In a wonderful bit of news for far-gone vinyl collectors looking to up the stakes on unnecessary depths of obscurantism, the Ship to Shore Phonograph Company is releasing a version of “Nobody Else Can Love Me (Like My Old Tomato Can)” cut by musician/antiquarian/delightful freakshow Tiny Tim - on the utterly obsolete Edison Cylinder format. Per Hyperallergic‘s Allison Meier:
Only 50 of the cylinders were recorded by Benjamin Canady (aka “The Victrola Guy“) who has been working with ongoing experiments of recording on old Edison cylinder phonographs. As the Vinyl Factory points out in their coverage of this momentous music resurrection, the cylinder record hasn’t totally vanished — Beck also used this tech recently as inspiration for his tracks cut into a beer bottle this year — but there’s been no wide release for the round records since the early 20th century. And if you decide to buy one of the Tiny Tim recordings for $60, it’s quite likely you’ll have no way to play it, although they each do come with a digital recording of the song blaring from some antique phonograph horns. This isn’t the analogue age, after all.

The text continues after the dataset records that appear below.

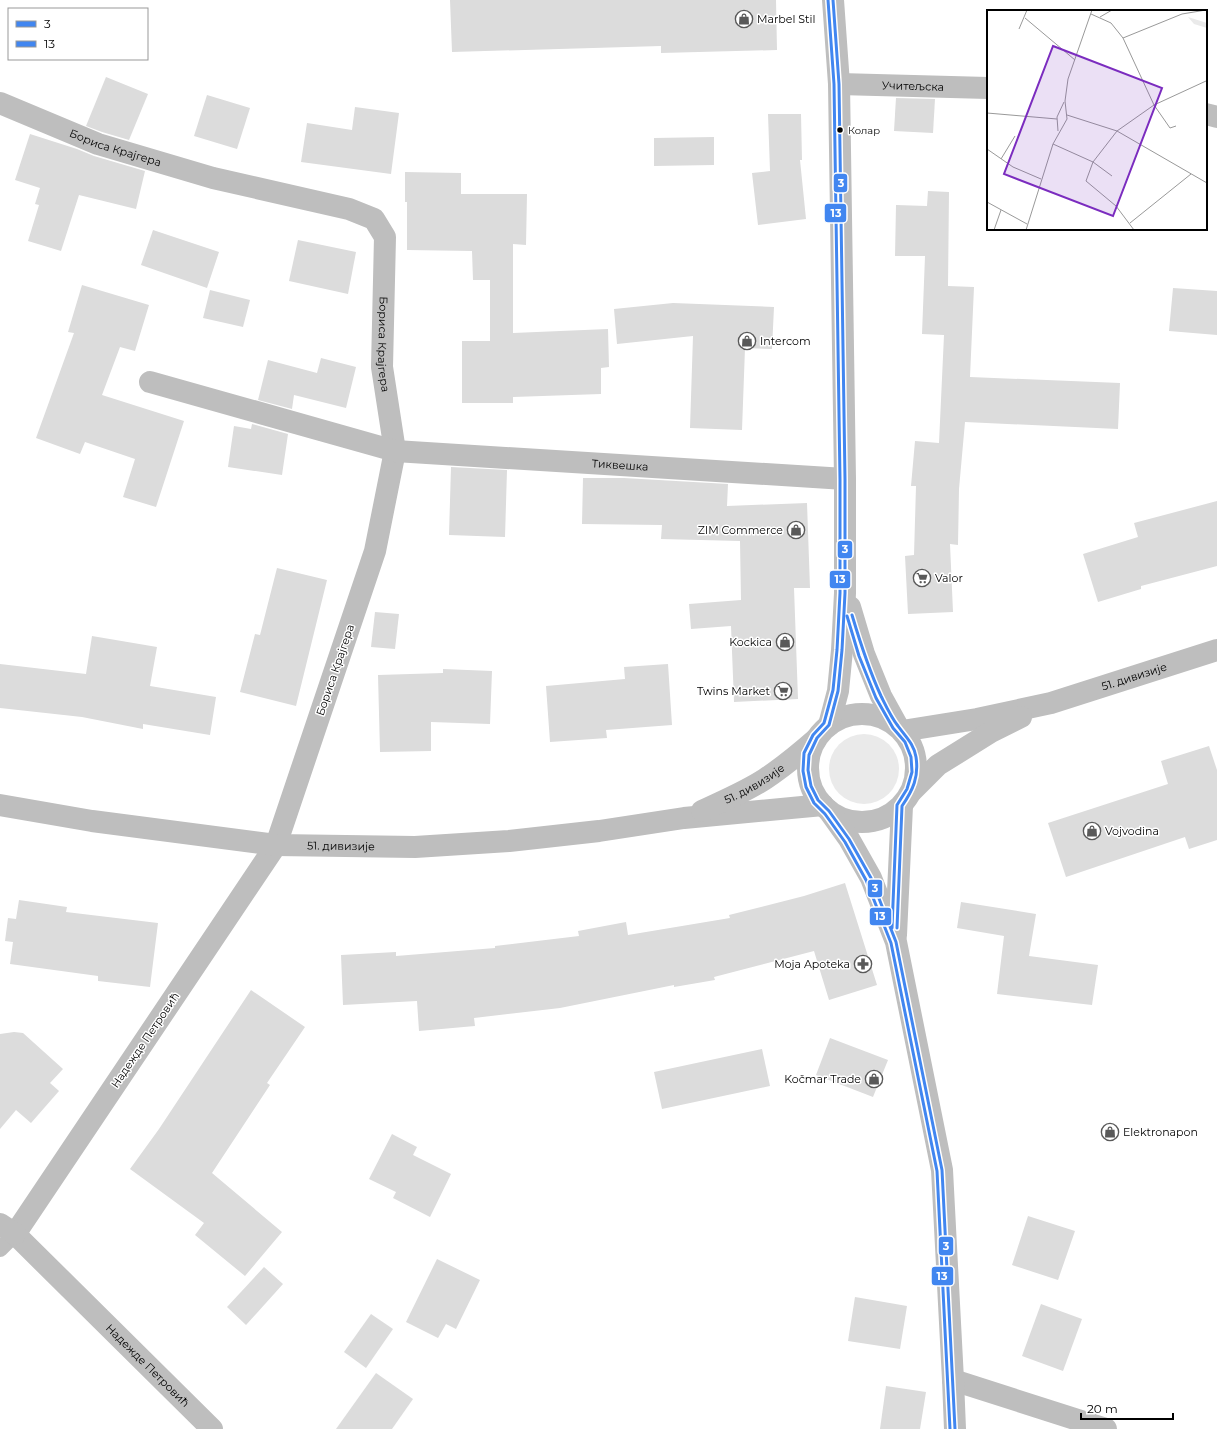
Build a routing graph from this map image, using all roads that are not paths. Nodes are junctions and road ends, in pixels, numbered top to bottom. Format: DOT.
graph roads {
  1 [pos="833,0"];
  2 [pos="839,84"];
  3 [pos="987,88"];
  4 [pos="0,103"];
  5 [pos="1207,114"];
  6 [pos="1217,117"];
  7 [pos="150,382"];
  8 [pos="395,451"];
  9 [pos="845,479"];
  10 [pos="845,593"];
  11 [pos="1217,650"];
  12 [pos="1051,703"];
  13 [pos="900,728"];
  14 [pos="823,731"];
  15 [pos="907,799"];
  16 [pos="0,805"];
  17 [pos="826,808"];
  18 [pos="684,818"];
  19 [pos="276,845"];
  20 [pos="896,942"];
  21 [pos="5,1236"];
  22 [pos="954,1380"];
  23 [pos="212,1429"];
  24 [pos="955,1429"];
  25 [pos="1106,1429"];
  1 -- 2 [label="street"];
  2 -- 3 [label="street, Учитељска"];
  2 -- 9 [label="street"];
  4 -- 8 [label="street, Бориса Крајгера"];
  5 -- 6 [label="street"];
  7 -- 8 [label="street, Тиквешка"];
  8 -- 9 [label="street, Тиквешка"];
  8 -- 19 [label="street, Бориса Крајгера"];
  9 -- 10 [label="street"];
  10 -- 13 [label="street"];
  10 -- 14 [label="street"];
  11 -- 12 [label="street, 51. дивизије"];
  12 -- 13 [label="street, 51. дивизије"];
  12 -- 15 [label="street, 51. дивизије"];
  13 -- 14 [label="street"];
  13 -- 15 [label="street"];
  14 -- 17 [label="street"];
  14 -- 18 [label="street, 51. дивизије"];
  15 -- 17 [label="street"];
  15 -- 20 [label="street"];
  16 -- 19 [label="street, 51. дивизије"];
  17 -- 18 [label="street, 51. дивизије"];
  17 -- 20 [label="street"];
  18 -- 19 [label="street, 51. дивизије"];
  19 -- 21 [label="street, Надежде Петровић"];
  20 -- 22 [label="street"];
  21 -- 23 [label="street, Надежде Петровић"];
  22 -- 24 [label="street"];
  22 -- 25 [label="street"];
}
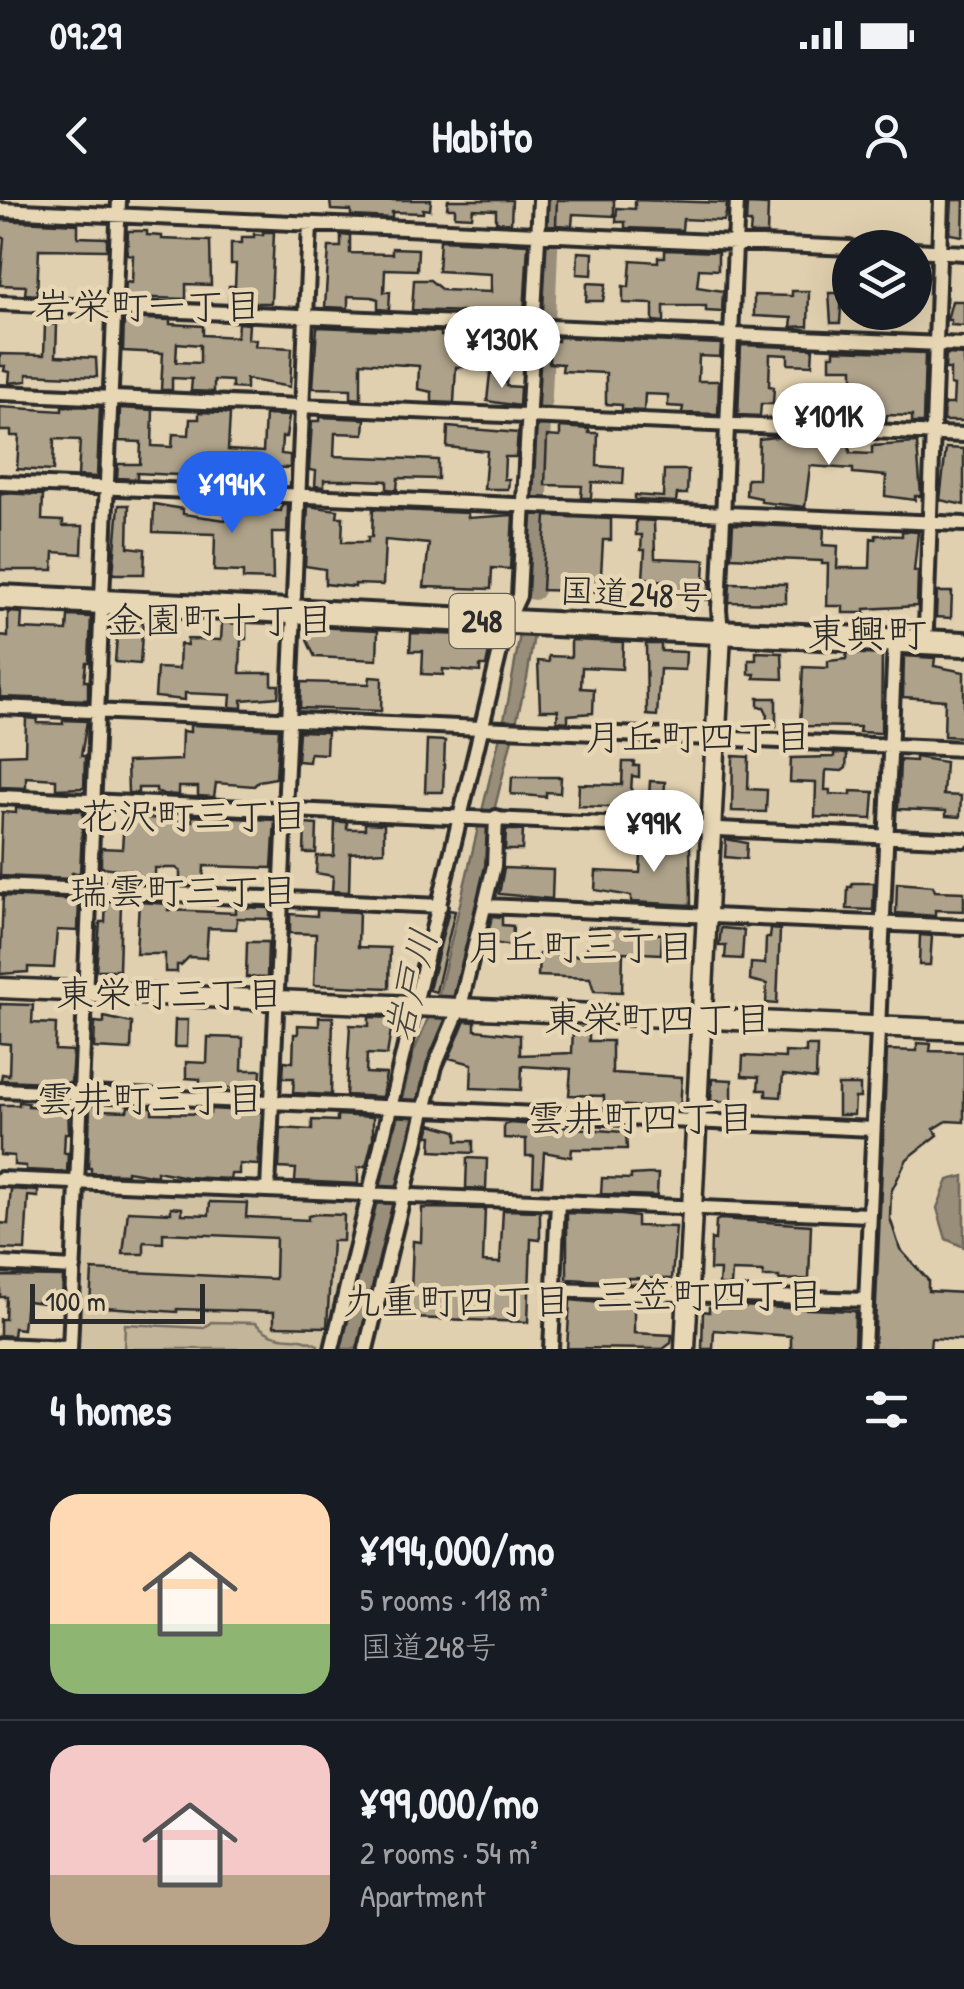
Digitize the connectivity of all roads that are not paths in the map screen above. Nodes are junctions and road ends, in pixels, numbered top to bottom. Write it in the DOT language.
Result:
graph roads {
  1 [pos="119,200"];
  2 [pos="540,200"];
  3 [pos="737,200"];
  4 [pos="942,200"];
  5 [pos="0,210"];
  6 [pos="119,215"];
  7 [pos="310,224"];
  8 [pos="538,234"];
  9 [pos="735,242"];
  10 [pos="832,247"];
  11 [pos="932,251"];
  12 [pos="940,252"];
  13 [pos="964,252"];
  14 [pos="0,303"];
  15 [pos="115,308"];
  16 [pos="306,318"];
  17 [pos="535,328"];
  18 [pos="732,336"];
  19 [pos="936,344"];
  20 [pos="964,345"];
  21 [pos="0,394"];
  22 [pos="111,398"];
  23 [pos="302,406"];
  24 [pos="531,416"];
  25 [pos="729,425"];
  26 [pos="933,434"];
  27 [pos="964,435"];
  28 [pos="0,483"];
  29 [pos="107,488"];
  30 [pos="298,496"];
  31 [pos="527,507"];
  32 [pos="726,515"];
  33 [pos="930,523"];
  34 [pos="964,524"];
  35 [pos="0,585"];
  36 [pos="102,594"];
  37 [pos="0,597"];
  38 [pos="294,604"];
  39 [pos="510,615"];
  40 [pos="721,626"];
  41 [pos="926,628"];
  42 [pos="964,629"];
  43 [pos="895,642"];
  44 [pos="964,644"];
  45 [pos="0,707"];
  46 [pos="98,711"];
  47 [pos="289,719"];
  48 [pos="482,727"];
  49 [pos="716,737"];
  50 [pos="890,747"];
  51 [pos="964,749"];
  52 [pos="0,797"];
  53 [pos="94,801"];
  54 [pos="285,810"];
  55 [pos="461,815"];
  56 [pos="495,817"];
  57 [pos="711,829"];
  58 [pos="886,837"];
  59 [pos="964,840"];
  60 [pos="0,886"];
  61 [pos="90,890"];
  62 [pos="281,900"];
  63 [pos="440,906"];
  64 [pos="484,906"];
  65 [pos="706,916"];
  66 [pos="882,923"];
  67 [pos="964,927"];
  68 [pos="0,988"];
  69 [pos="86,992"];
  70 [pos="276,999"];
  71 [pos="423,1005"];
  72 [pos="457,1007"];
  73 [pos="701,1018"];
  74 [pos="877,1027"];
  75 [pos="964,1030"];
  76 [pos="0,1090"];
  77 [pos="81,1093"];
  78 [pos="272,1101"];
  79 [pos="394,1108"];
  80 [pos="422,1109"];
  81 [pos="696,1121"];
  82 [pos="873,1128"];
  83 [pos="0,1179"];
  84 [pos="77,1182"];
  85 [pos="268,1190"];
  86 [pos="372,1194"];
  87 [pos="400,1196"];
  88 [pos="558,1202"];
  89 [pos="692,1208"];
  90 [pos="870,1215"];
  91 [pos="0,1264"];
  92 [pos="74,1268"];
  93 [pos="554,1290"];
  94 [pos="688,1294"];
  95 [pos="866,1300"];
  96 [pos="0,1345"];
  97 [pos="70,1348"];
  98 [pos="332,1349"];
  99 [pos="366,1349"];
  100 [pos="551,1349"];
  101 [pos="685,1349"];
  102 [pos="864,1349"];
  1 -- 6 [label="street"];
  2 -- 8 [label="street"];
  3 -- 9 [label="street"];
  4 -- 12 [label="street"];
  5 -- 6 [label="street"];
  6 -- 7 [label="street"];
  6 -- 15 [label="street"];
  7 -- 8 [label="street"];
  7 -- 16 [label="street"];
  8 -- 9 [label="street"];
  8 -- 17 [label="street"];
  9 -- 10 [label="street"];
  9 -- 18 [label="street"];
  11 -- 12 [label="street"];
  12 -- 13 [label="street"];
  12 -- 19 [label="street"];
  14 -- 15 [label="street"];
  15 -- 16 [label="street"];
  15 -- 22 [label="street"];
  16 -- 17 [label="street"];
  16 -- 23 [label="street"];
  17 -- 18 [label="street"];
  17 -- 24 [label="street"];
  18 -- 19 [label="street"];
  18 -- 25 [label="street"];
  19 -- 20 [label="street"];
  19 -- 26 [label="street"];
  21 -- 22 [label="street"];
  22 -- 23 [label="street"];
  22 -- 29 [label="street"];
  23 -- 24 [label="street"];
  23 -- 30 [label="street"];
  24 -- 25 [label="street"];
  24 -- 31 [label="street"];
  25 -- 26 [label="street"];
  25 -- 32 [label="street"];
  26 -- 27 [label="street"];
  26 -- 33 [label="street"];
  28 -- 29 [label="street"];
  29 -- 30 [label="street"];
  29 -- 36 [label="street"];
  30 -- 31 [label="street"];
  30 -- 38 [label="street"];
  31 -- 32 [label="street"];
  31 -- 39 [label="street"];
  32 -- 33 [label="street"];
  32 -- 40 [label="street"];
  33 -- 34 [label="street"];
  33 -- 41 [label="street"];
  35 -- 36 [label="highway, 国道248号 / 248"];
  36 -- 37 [label="highway, 国道248号 / 248"];
  36 -- 38 [label="highway, 国道248号 / 248"];
  36 -- 46 [label="street"];
  38 -- 39 [label="highway, 国道248号 / 248"];
  38 -- 47 [label="street"];
  39 -- 40 [label="highway, 国道248号 / 248"];
  39 -- 48 [label="street"];
  40 -- 41 [label="highway, 国道248号 / 248"];
  40 -- 43 [label="highway, 国道248号 / 248"];
  40 -- 49 [label="street"];
  41 -- 42 [label="highway, 国道248号 / 248"];
  43 -- 44 [label="highway, 国道248号 / 248"];
  43 -- 50 [label="street"];
  45 -- 46 [label="street"];
  46 -- 47 [label="street"];
  46 -- 53 [label="street"];
  47 -- 48 [label="street"];
  47 -- 54 [label="street"];
  48 -- 49 [label="street"];
  48 -- 55 [label="street"];
  49 -- 50 [label="street"];
  49 -- 57 [label="street"];
  50 -- 51 [label="street"];
  50 -- 58 [label="street"];
  52 -- 53 [label="street"];
  53 -- 54 [label="street"];
  53 -- 61 [label="street"];
  54 -- 55 [label="street"];
  54 -- 62 [label="street"];
  55 -- 56 [label="street"];
  55 -- 63 [label="street"];
  56 -- 57 [label="street"];
  56 -- 64 [label="street"];
  57 -- 58 [label="street"];
  57 -- 65 [label="street"];
  58 -- 59 [label="street"];
  58 -- 66 [label="street"];
  60 -- 61 [label="street"];
  61 -- 62 [label="street"];
  61 -- 69 [label="street"];
  62 -- 63 [label="street"];
  62 -- 70 [label="street"];
  63 -- 71 [label="street"];
  64 -- 65 [label="street"];
  64 -- 72 [label="street"];
  65 -- 66 [label="street"];
  65 -- 73 [label="street"];
  66 -- 67 [label="street"];
  66 -- 74 [label="street"];
  68 -- 69 [label="street"];
  69 -- 70 [label="street"];
  69 -- 77 [label="street"];
  70 -- 71 [label="street"];
  70 -- 78 [label="street"];
  71 -- 72 [label="street"];
  71 -- 79 [label="street"];
  72 -- 73 [label="street"];
  72 -- 80 [label="street"];
  73 -- 74 [label="street"];
  73 -- 81 [label="street"];
  74 -- 75 [label="street"];
  74 -- 82 [label="street"];
  76 -- 77 [label="street"];
  77 -- 78 [label="street"];
  77 -- 84 [label="street"];
  78 -- 79 [label="street"];
  78 -- 85 [label="street"];
  79 -- 80 [label="street"];
  79 -- 86 [label="street"];
  80 -- 81 [label="street"];
  80 -- 87 [label="street"];
  81 -- 82 [label="street"];
  81 -- 89 [label="street"];
  82 -- 90 [label="street"];
  83 -- 84 [label="street"];
  84 -- 85 [label="street"];
  84 -- 92 [label="street"];
  85 -- 86 [label="street"];
  86 -- 87 [label="street"];
  86 -- 98 [label="street"];
  87 -- 88 [label="street"];
  87 -- 99 [label="street"];
  88 -- 89 [label="street"];
  88 -- 93 [label="street"];
  89 -- 90 [label="street"];
  89 -- 94 [label="street"];
  90 -- 95 [label="street"];
  91 -- 92 [label="street"];
  92 -- 97 [label="street"];
  93 -- 94 [label="street"];
  93 -- 100 [label="street"];
  94 -- 95 [label="street"];
  94 -- 101 [label="street"];
  95 -- 102 [label="street"];
  96 -- 97 [label="street"];
}
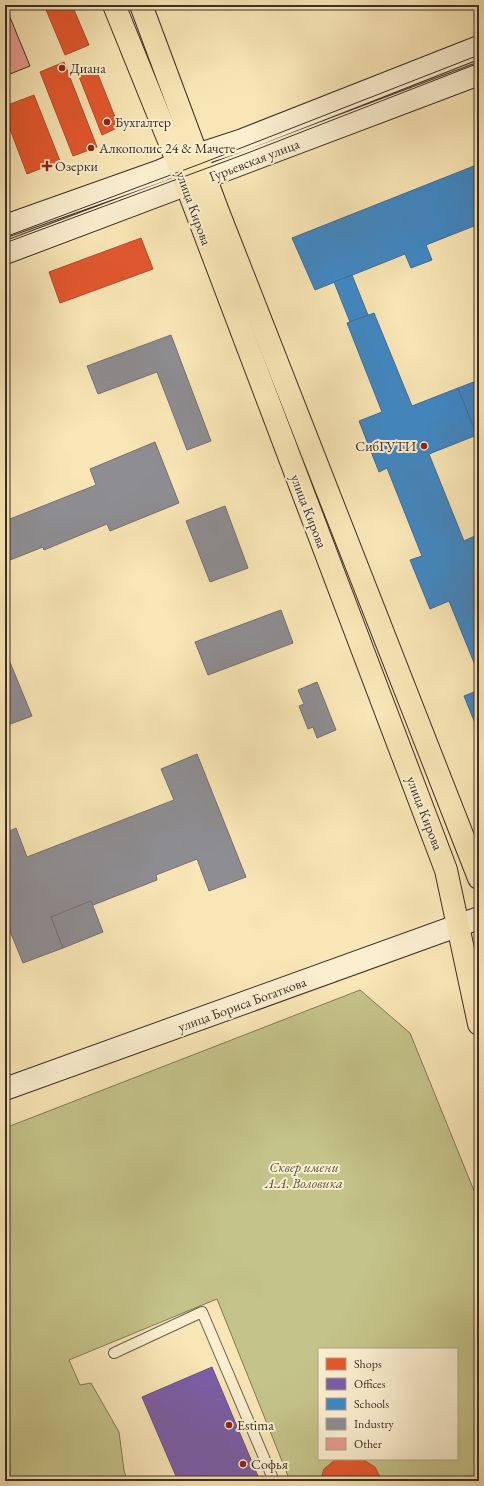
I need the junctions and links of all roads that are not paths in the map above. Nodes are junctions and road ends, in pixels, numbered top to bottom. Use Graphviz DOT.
graph roads {
  1 [pos="114,5"];
  2 [pos="142,5"];
  3 [pos="479,47"];
  4 [pos="479,74"];
  5 [pos="188,159"];
  6 [pos="206,178"];
  7 [pos="186,185"];
  8 [pos="5,226"];
  9 [pos="5,253"];
  10 [pos="479,878"];
  11 [pos="479,918"];
  12 [pos="458,926"];
  13 [pos="479,1024"];
  14 [pos="5,1089"];
  15 [pos="114,1353"];
  16 [pos="274,1481"];
  1 -- 5 [label="main road, улица Кирова"];
  2 -- 5 [label="main road, улица Кирова"];
  3 -- 5 [label="street, Гурьевская улица"];
  4 -- 6 [label="street, Гурьевская улица"];
  5 -- 6 [label="main road, улица Кирова"];
  5 -- 7 [label="main road, улица Кирова"];
  5 -- 8 [label="street, Гурьевская улица"];
  6 -- 7 [label="street, Гурьевская улица"];
  6 -- 10 [label="main road, улица Кирова"];
  7 -- 9 [label="street, Гурьевская улица"];
  7 -- 12 [label="main road, улица Кирова"];
  11 -- 12 [label="street, улица Бориса Богаткова"];
  12 -- 13 [label="main road, улица Кирова"];
  12 -- 14 [label="street, улица Бориса Богаткова"];
  15 -- 16 [label="lane"];
}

If the only bells the name “Tiny Tim” ring for you are Dickensian, he was an out-of-left-field media star in the late ‘60s. Even in a decade as indulgent of oddities as that one was, Tim’s (nee Herbert Khaury) weirdness stuck out farther than most. He was a musician of an old-timey archivalist bent, and he might have made a fine fit for the early ‘60s folk revival if that movement hadn’t been so grimly earnest. His stage presentation was disarmingly odd - coming off as a pudgy, sartorially randomized, lysergically Jewy hybrid of Carl Sagan and Danny Devito’s Penguin, he sang hits and obscurities from the turn of the 20th Century to the Depression era in an improbable falsetto. He rose to fame and had a massive hit single with “Tiptoe Through The Tulips” thanks to appearances on TV comedy/variety shows that appreciated his eccentricity, most notably Laugh-In and The Tonight Show. It was the latter program on which, at the height of his fame, Tim notoriously got married in front of an audience of over 20 million. As he was utterly genuine in his love of the music he performed, his act fell out of step in changing times, which inevitably led to his waning popularity. Though he did eventually add some modern material to his repertoire, doing so only served to underscore his diminished stature from a popular conservator to a fringe dwelling novelty act. He died in 1996 of a heart attack suffered onstage in Minneapolis.